Unter den diversen wissenschaftlichen Vortragsprogrammen auf dem Deutschen Krebskongress gab es auch eines zum Einsatz von der Komplementärmedizin in der Onkologie. Schwerpunktthemen waren Fatigue, Ernährung, Lebensqualität und die Umsetzung der S3-Leitlinie „Komplementärmedizin in der Behandlung von onkologischen PatientInnen“ [AWMF-Registernummer: 032-055OL]. Deutlich wurde, dass die konventionelle Medizin zunehmend durch Komplementärmedizin ergänzt wird. Nachfolgend sind ausgewählte Inhalte mit praktischer Bedeutung zusammengestellt.

Patientenberatung in MWO

In der oben genannten S3-Leitlinie ist die konsensbasierte Empfehlung, alle Patientinnen frühestmöglich und im Verlauf wiederholt nach ihrem Interesse an Informationen zu komplementärmedizinischen Maßnahmen zu befragen. Bisher erfolgte hierzu im Medizinstudium und in den Facharztausbildungen der verschiedenen Fachrichtungen keine systematische Ausbildung. Nun wurde die Musterweiterbildungsordnung (MWO) der Bundesärztekammer geändert und der Erwerb von Beratungskompetenz zu Komplementärmedizin in der gynäkologischen Onkologie im Facharztkatalog Gynäkologie und Geburtshilfe neu aufgenommen. Alle Landesärztekammern außer Bayern und Berlin haben diesen Punkt in ihre Weiterbildungsordnung aufgenommen. Zum Erwerb der Beratungskompetenz in diesem Bereich werden strukturierte Kurse angeboten. Unter den Kursanbietern hat die NATUM als kooperierende wissenschaftliche Arbeitsgemeinschaft der DGGG die umfangreichsten Erfahrungen.
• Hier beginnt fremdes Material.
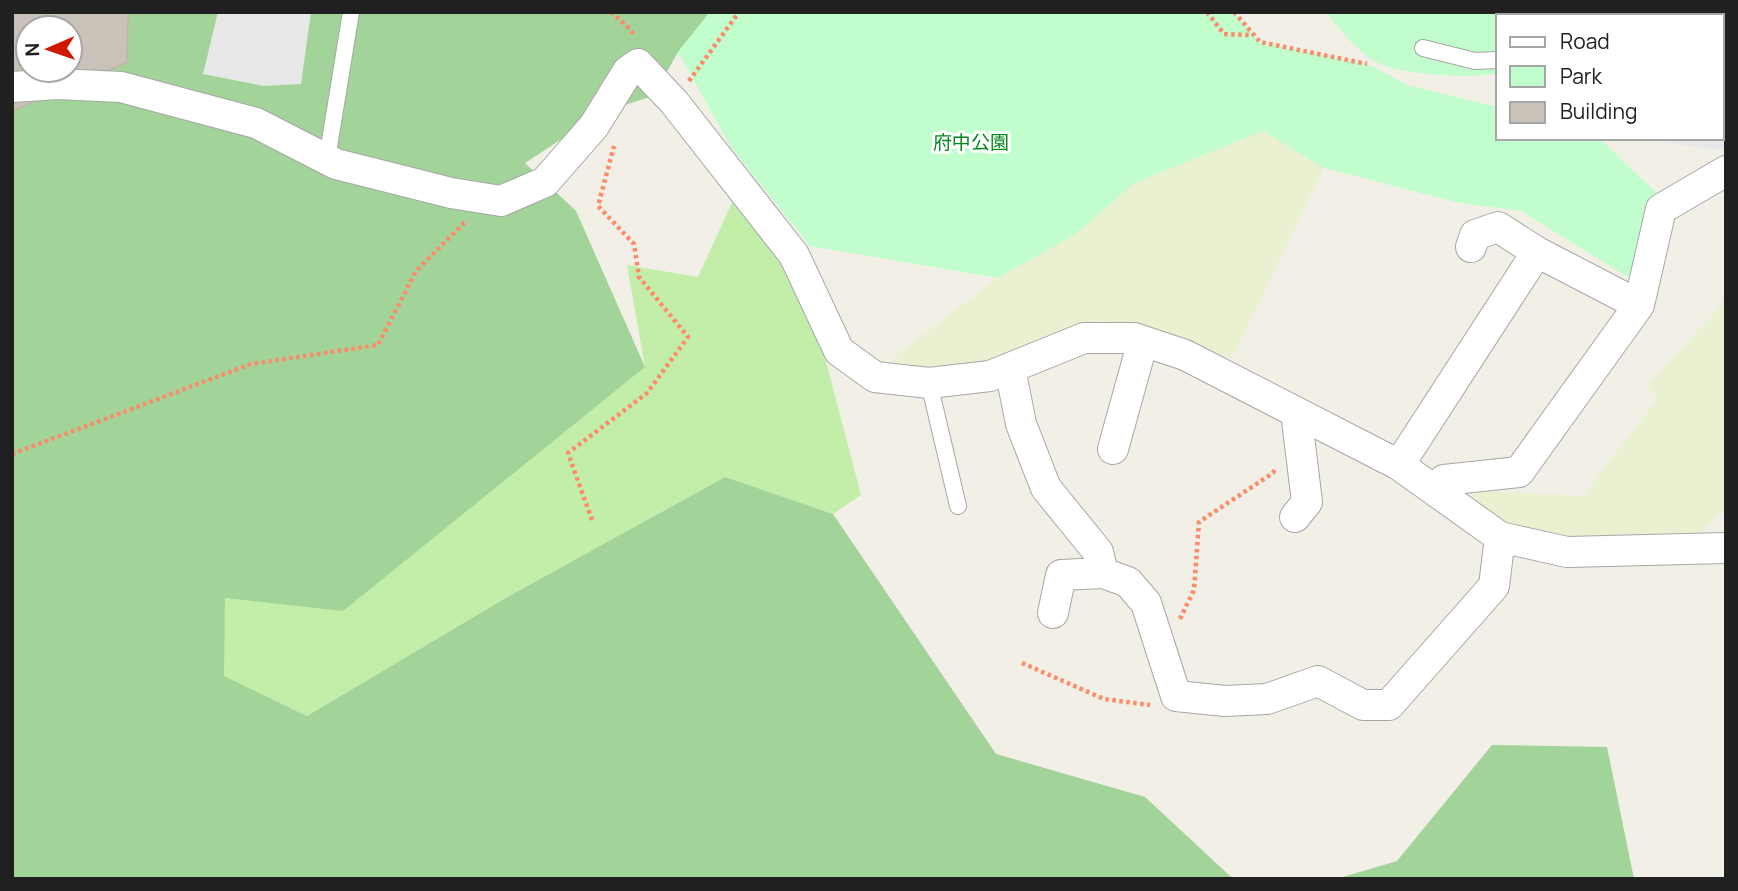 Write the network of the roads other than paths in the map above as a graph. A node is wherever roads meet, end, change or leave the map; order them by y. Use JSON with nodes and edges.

Fatigue: neues Konzept mit App

Die Fortschritte und Erfolge bei den onkologischen Behandlungen gehen eineher mit zunehmenden Belastungen für die Patientinnen. Etwa wird immer häufiger tumorassoziierte Fatigue (CRF) diagnostiziert, für die eine völlige körperliche, emotionale und/oder geistige Erschöpfung charakteristisch ist. Fehlender Antrieb, anhaltende Müdigkeit und Kraftlosigkeit, die in keinem Verhältnis zu vorangegangenen körperlichen oder geistigen Anstrengungen stehen, können durch Schlaf und Erholungsphasen nicht mehr ausgeglichen werden.

Auf dem Krebskongress wurde das erste psychoonkologische Therapieprogramm gegen CRF vorgestellt, die Untire-App. Sie ist vom Bundesinstitut für Arzneimittel und Medizinprodukte (BfArM) als digitale Gesundheitsanwendungen (DiGA) zugelassen. Ziel ist die Reduktion von Erschöpfungszuständen und die Verbesserung der Lebensqualität, wobei die Patientinnen die App dreimal pro Woche für etwa 20 Minuten nutzen sollen.
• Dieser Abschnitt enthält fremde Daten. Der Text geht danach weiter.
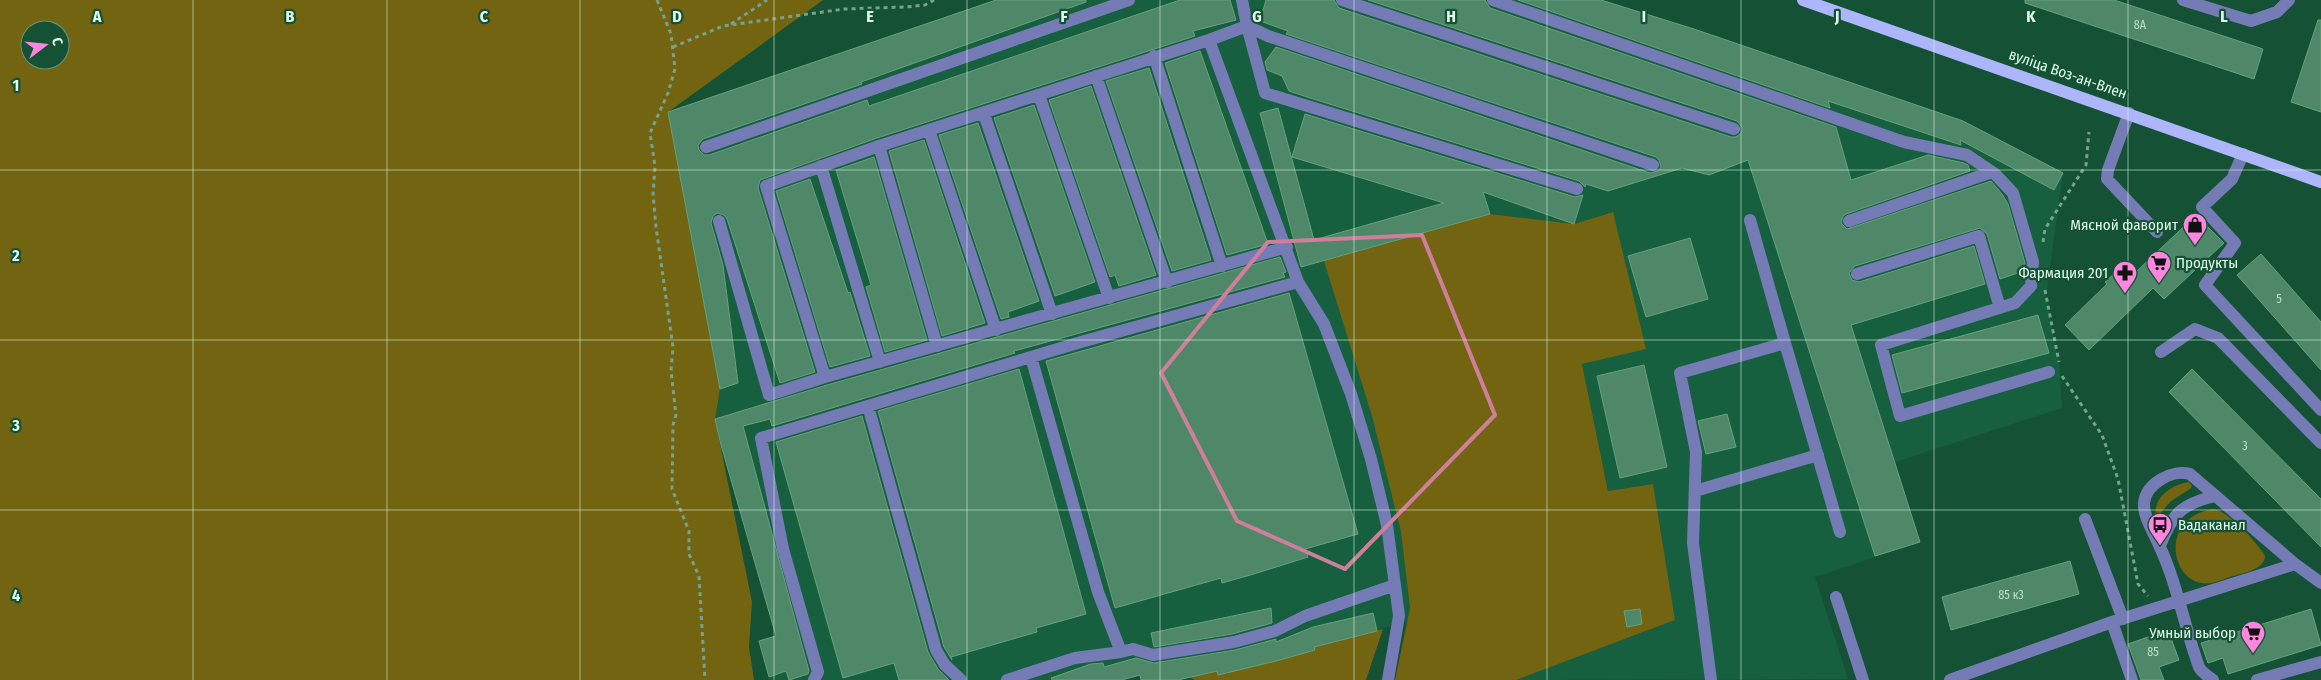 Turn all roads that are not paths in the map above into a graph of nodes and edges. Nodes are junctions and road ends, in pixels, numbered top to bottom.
1 (1129, 0) edge
2 (1242, 0) edge
3 (1342, 0) edge
4 (1493, 0) edge
5 (1803, 0) edge
6 (2183, 0) edge
7 (2289, 0) edge
8 (1247, 26) junction
9 (1209, 40) junction
10 (1154, 56) junction
11 (1096, 76) junction
12 (1039, 95) junction
13 (2130, 113) junction
14 (984, 114) junction
15 (1734, 129) dead end
16 (930, 130) junction
17 (879, 146) junction
18 (706, 147) dead end
19 (2243, 154) junction
20 (1653, 165) dead end
21 (821, 166) junction
22 (1992, 172) junction
23 (2321, 182) edge
24 (1577, 189) dead end
25 (1750, 220) dead end
26 (720, 221) dead end
27 (1849, 221) dead end
28 (2157, 232) dead end
29 (1287, 247) junction
30 (1222, 266) junction
31 (1857, 274) dead end
32 (1167, 282) junction
33 (1298, 282) junction
34 (1109, 298) junction
35 (2000, 308) junction
36 (1052, 314) junction
37 (996, 330) junction
38 (1785, 343) junction
39 (937, 346) junction
40 (2161, 352) dead end
41 (1030, 357) junction
42 (880, 362) junction
43 (2049, 372) dead end
44 (825, 377) junction
45 (868, 406) junction
46 (2321, 410) edge
47 (2321, 443) edge
48 (1818, 456) junction
49 (1695, 491) junction
50 (2215, 496) junction
51 (2084, 519) dead end
52 (1840, 532) dead end
53 (2160, 546) junction
54 (2294, 564) junction
55 (2321, 583) edge
56 (1395, 585) junction
57 (1836, 597) dead end
58 (2180, 601) junction
59 (2117, 620) junction
60 (1121, 652) junction
61 (2321, 662) edge
62 (814, 680) edge
63 (961, 680) edge
64 (1007, 680) edge
65 (1388, 680) edge
66 (1711, 680) edge
67 (1863, 680) edge
68 (1950, 680) edge
69 (2132, 680) edge
70 (2213, 680) edge
71 (2257, 680) edge

1 - 18 street
2 - 8 street
3 - 15 street
4 - 22 street
5 - 13 main road, вуліца Воз-ан-Влен
6 - 7 street
8 - 9 street
8 - 20 street
8 - 24 street
9 - 10 street
9 - 29 street
10 - 11 street
10 - 30 street
11 - 12 street
11 - 32 street
12 - 14 street
12 - 34 street
13 - 19 main road, вуліца Воз-ан-Влен
13 - 28 street
14 - 16 street
14 - 36 street
16 - 17 street
16 - 37 street
17 - 21 street
17 - 39 street
19 - 23 main road, вуліца Воз-ан-Влен
19 - 46 street
21 - 42 street
21 - 44 street
22 - 27 street
22 - 35 street
25 - 38 street
26 - 44 street
29 - 30 street
29 - 33 street
30 - 32 street
31 - 35 street
32 - 34 street
33 - 41 street
33 - 56 street
34 - 36 street
35 - 43 street
36 - 37 street
37 - 39 street
38 - 48 street
38 - 49 street
39 - 42 street
40 - 47 street
41 - 45 street
41 - 60 street
42 - 44 street
45 - 62 street
45 - 63 street
48 - 49 street
48 - 52 street
49 - 66 street
50 - 53 street
50 - 53 street
50 - 54 street
51 - 59 street
53 - 58 street
54 - 55 street
54 - 58 street
56 - 60 street
56 - 65 street
57 - 67 street
58 - 59 street
58 - 70 street
59 - 68 street
59 - 69 street
60 - 64 street
61 - 71 street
Die App wird extrabudgetär per Rezept verordnet. Alle gesetzlichen und viele private Krankenkassen übernehmen die Kosten. Eine Folgeverordnung ist nach 90 Tagen möglich. Grundlage für dieses Konzept sind umfangreiche wissenschaftliche international publizierte Daten, die international publiziert sind [Spahrkäs S. et al. Psychooncology 2020; 29:1823-34; Spahrkäs S et al. Ann Oncol 2023;https://doi.org/mmds].

Ernährung

In mehreren Sitzungen wurde die zentrale Bedeutung der Ernährung onkologischer Patienten angesprochen. Eine Mangelernährung zu erkennen, ist ein wichtiges diagnostisches Ziel, da ihre Therapie die Sterblichkeit senkt. Eine quantitative Mangelernährung liegt bei einem Body-Mass-Index (BMI) < 18,5 kg/m2 oder unbeabsichtigtem Gewichtsverlust > 10 % in den letzten drei bis sechs Monaten vor oder bei BMI < 20 kg/m2 und unbeabsichtigtem Gewichtsverlust > 5 % in den letzten drei bis sechs Monaten. Qualitative Mangelernährung hingegen ist als gesondert zu betrachten. Bei Verdacht auf Mangelernährung ist zur Diagnostik eine orientierende Laboranalytik hilfreich. Bestimmt werden sollten dabei Albumin, Präalbumin, Transferrin und Leukozyten.

Zu Vitamin D, Vitamin B12 und Selen lauten die aktuellen Empfehlungen, ihren Serumspiegel zu bestimmen. Dies soll auch geschehen, wenn im Rahmen der Supplementation die empfohlene Dosis der Deutschen Gesellschaft für Ernährung (DGE) gezielt überschritten wird oder eine langfristige Einnahme geplant ist.